PROPERTY TAX EXEMPTION WHEN VACANT
SCHOOL BUILDINGS SOLD
House Bill 4121(Substitute H-1)
Sponsor: Rep. Bill Rogers
Committee: Tax Policy
Complete to 3-12-13
A SUMMARY OF HOUSE BILL 4121 AS REPORTED FROM COMMITTEE
The bill would provide a five-year property tax exemption for certain kinds of buildings purchased from a school district, as well as all personal property located on that real property at the time of sale, beginning on December 31st in the year in which the eligible real property was purchased. However, a local taxing unit could elect not to exempt the property.
Such an exemption would only apply to real property that both (1) is currently vacant and (2) was previously used as a school building or was previously used in direct support of school operations.

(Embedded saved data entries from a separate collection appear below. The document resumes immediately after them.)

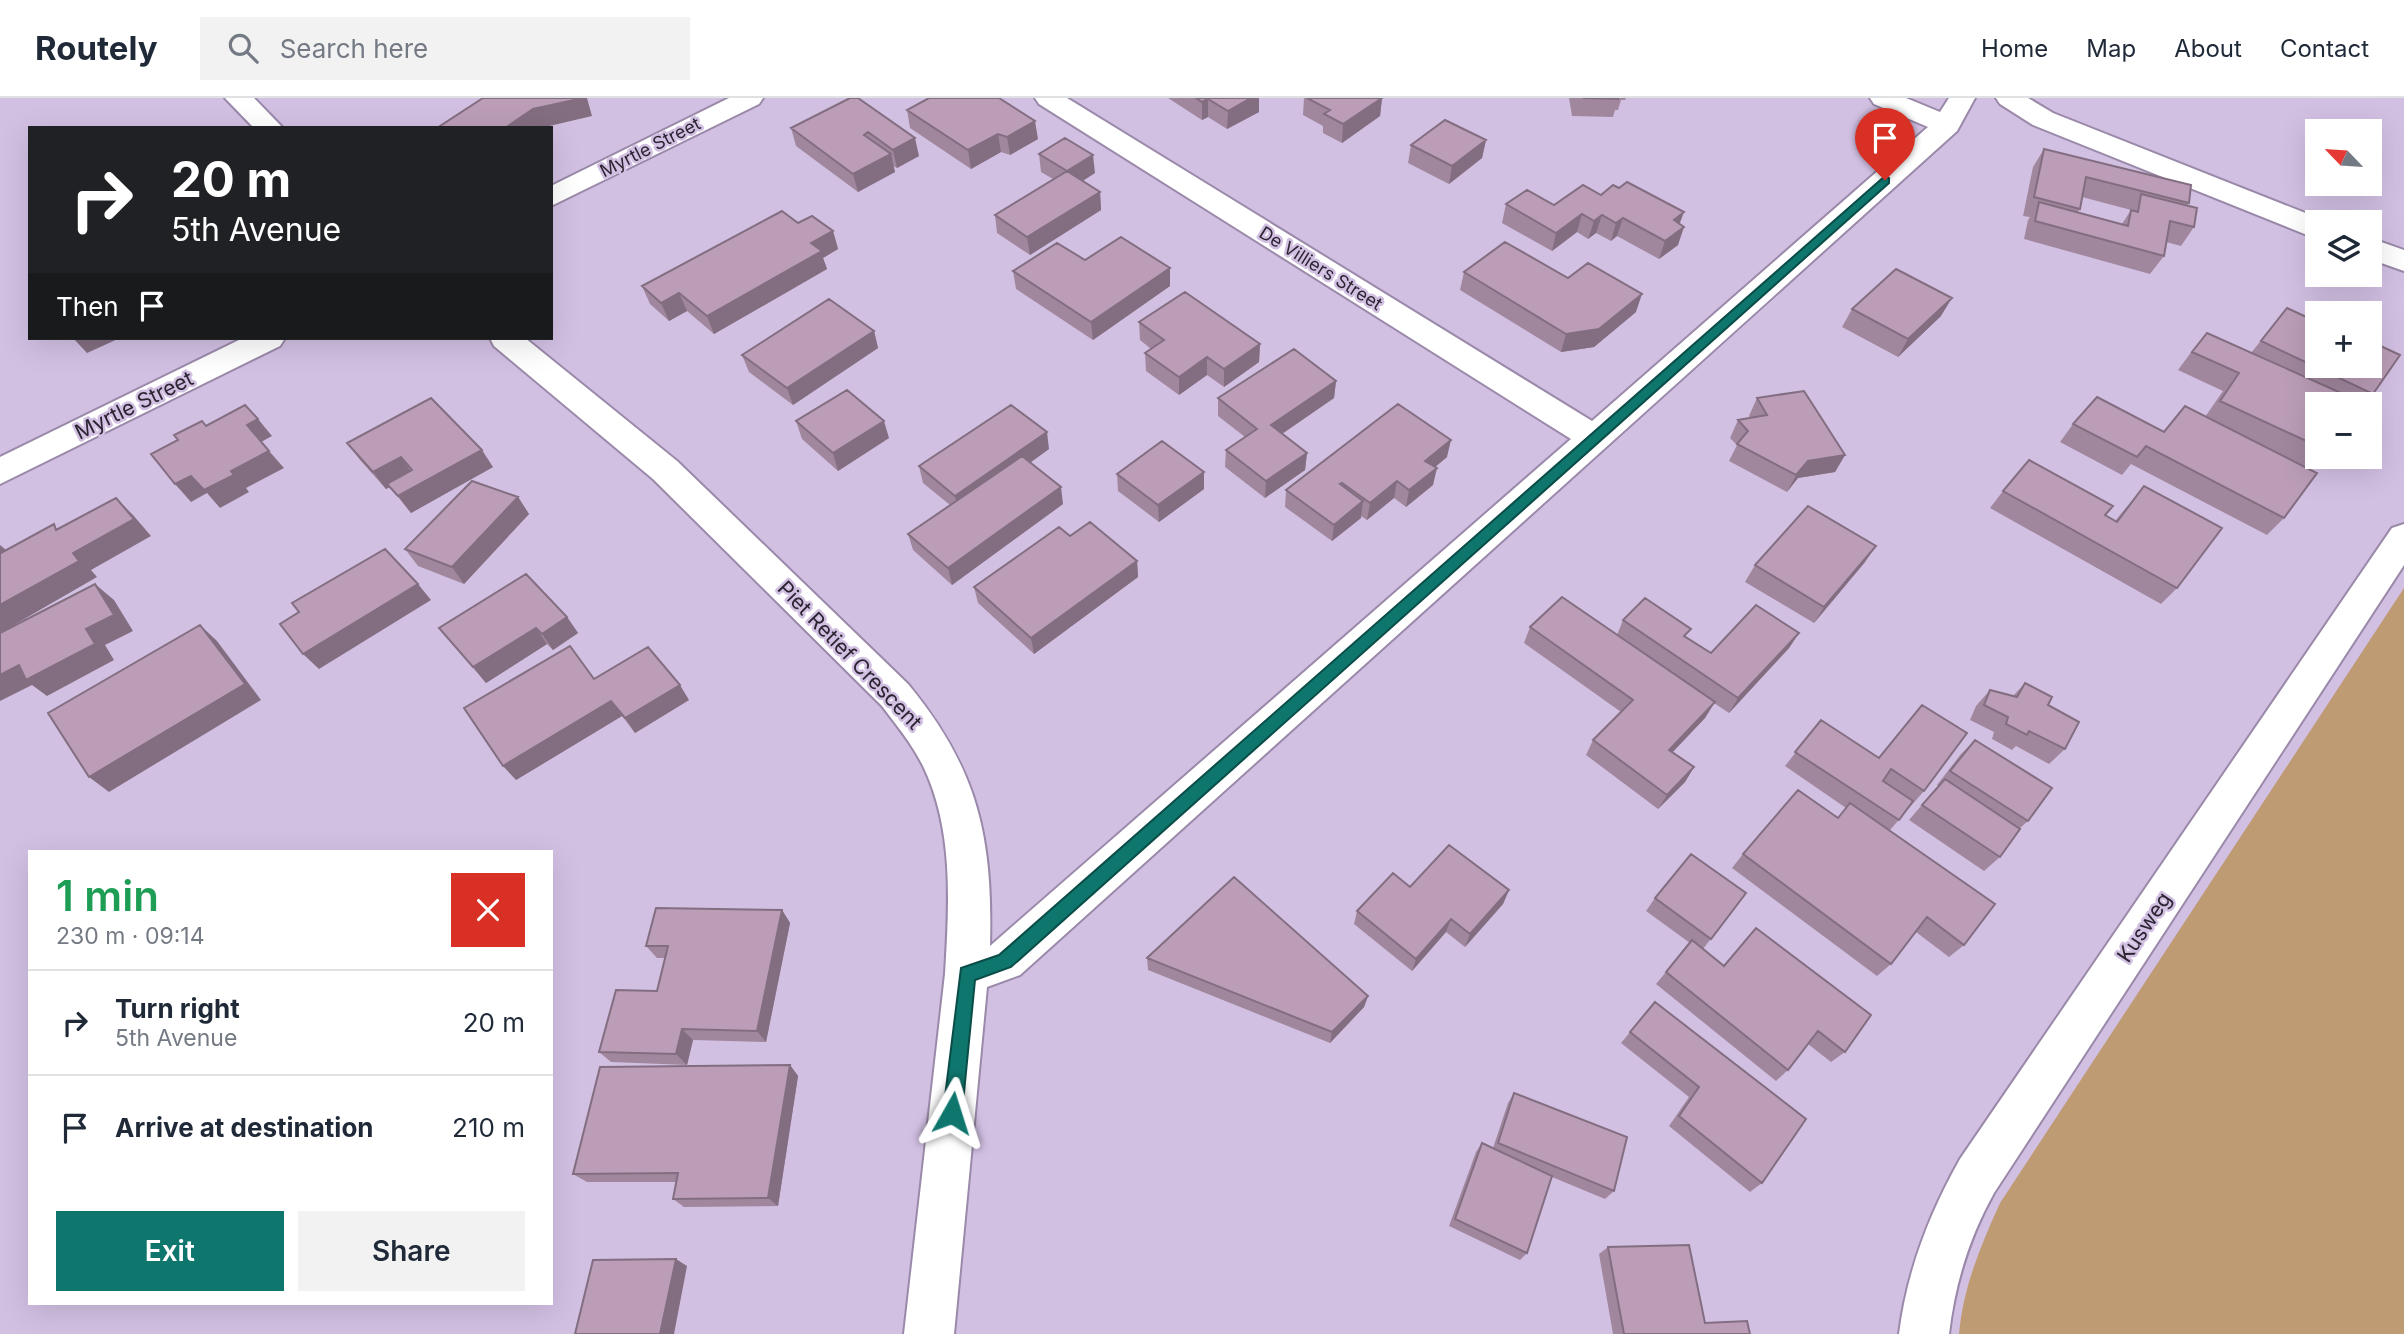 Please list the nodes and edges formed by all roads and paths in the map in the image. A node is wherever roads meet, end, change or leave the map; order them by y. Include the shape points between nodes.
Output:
1 (238, 98) edge
2 (750, 98) edge
3 (1048, 98) edge
4 (1883, 98) edge
5 (2009, 98) edge
6 (1955, 111) edge
7 (268, 126) edge
8 (553, 196) edge
9 (2305, 223) edge
10 (2382, 253) edge
11 (2404, 261) edge
12 (265, 340) edge
13 (507, 340) edge
14 (1595, 438) junction
15 (0, 472) edge
16 (2404, 537) edge
17 (967, 974) junction
18 (929, 1334) edge
19 (1924, 1334) edge

1 - 7 street
2 - 8 street, Myrtle Street
3 - 14 street, De Villiers Street
4 - 6 street
5 - 9 street via 2043,119
6 - 14 street
10 - 11 street
12 - 15 street, Myrtle Street
13 - 17 street, Piet Retief Crescent via 665,470 920,723 953,786 962,820 970,919
14 - 17 street via 1005,961
16 - 19 street, Kusweg via 1977,1177 1954,1216 1936,1262
17 - 18 street, Piet Retief Crescent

As noted earlier, the legislative body of any local taxing unit that levies an ad valorem tax within the local tax collecting unit in which the eligible real property is located could by resolution elect not to exempt the eligible real property and personal property from its ad valorem millage. The resolution would have to be adopted prior to December 31 in the year in which the eligible real property is purchased.
The bill would amend the General Property Tax Act, and the exemption from property taxes would apply to taxes levied after December 31, 2013.
MCL 211.7ll
FISCAL IMPACT:
In cases where the school property was transferred to a private for-profit party, the bill would reduce state (SET) and local property tax revenue that would otherwise have been collected.
DISCUSSION:
The aim of the bill is to provide an incentive for purchasers to buy no longer needed school buildings and put them to new uses. There are a great many of these buildings around the state. Some of them may have been empty for some time and may be in need of environmental remediation. The buildings would not have been tax-paying properties if not sold, since they were owned by school districts, and so no existing property tax revenue would be lost by exempting them. The exemption would only be for five years, at which time the property presumably would be on the tax rolls, assuming they were owned by private, tax-paying entities. The personal property tax exemption in the substitute bill only applies to personal property in the building at the time of the sale (and not to future installed property).
The substitute version of the bill also allows each local tax-collecting unit to opt out of providing the exemption. (For example, a former school building could be exempt from city and school district taxes but not from taxes that go to a county or a library district if the county and library district chose to opt out.)
Critics of the bill, notably the Department of Treasury, have said that while the school district selling the property benefits from a tax exemption under the bill (because it both increases the value of the property and helps the property sell), all other districts pay the cost because the state School Aid Fund will have to make up for the revenue that is lost but would have been collected without the exemption. They also say that to the extent property remains unsold because of the need for environmental remediation, then that should be dealt with by other state programs rather than a tax break. Concern was also expressed about the messiness of allowing individual taxing units to opt out, with the result that the property would be exempt in some jurisdictions and not exempt in others.
POSITIONS:
The Department of Treasury testified in opposition to the bill. (2-27-13)
The Michigan Assessors Association testified in opposition the bill. (3-6-13)
The Michigan Townships Association indicated opposition to the bill. (3-6-13)
Legislative Analyst: Chris Couch
Fiscal Analyst: Jim Stansell
■ This analysis was prepared by nonpartisan House staff for use by House members in their deliberations, and does not constitute an official statement of legislative intent.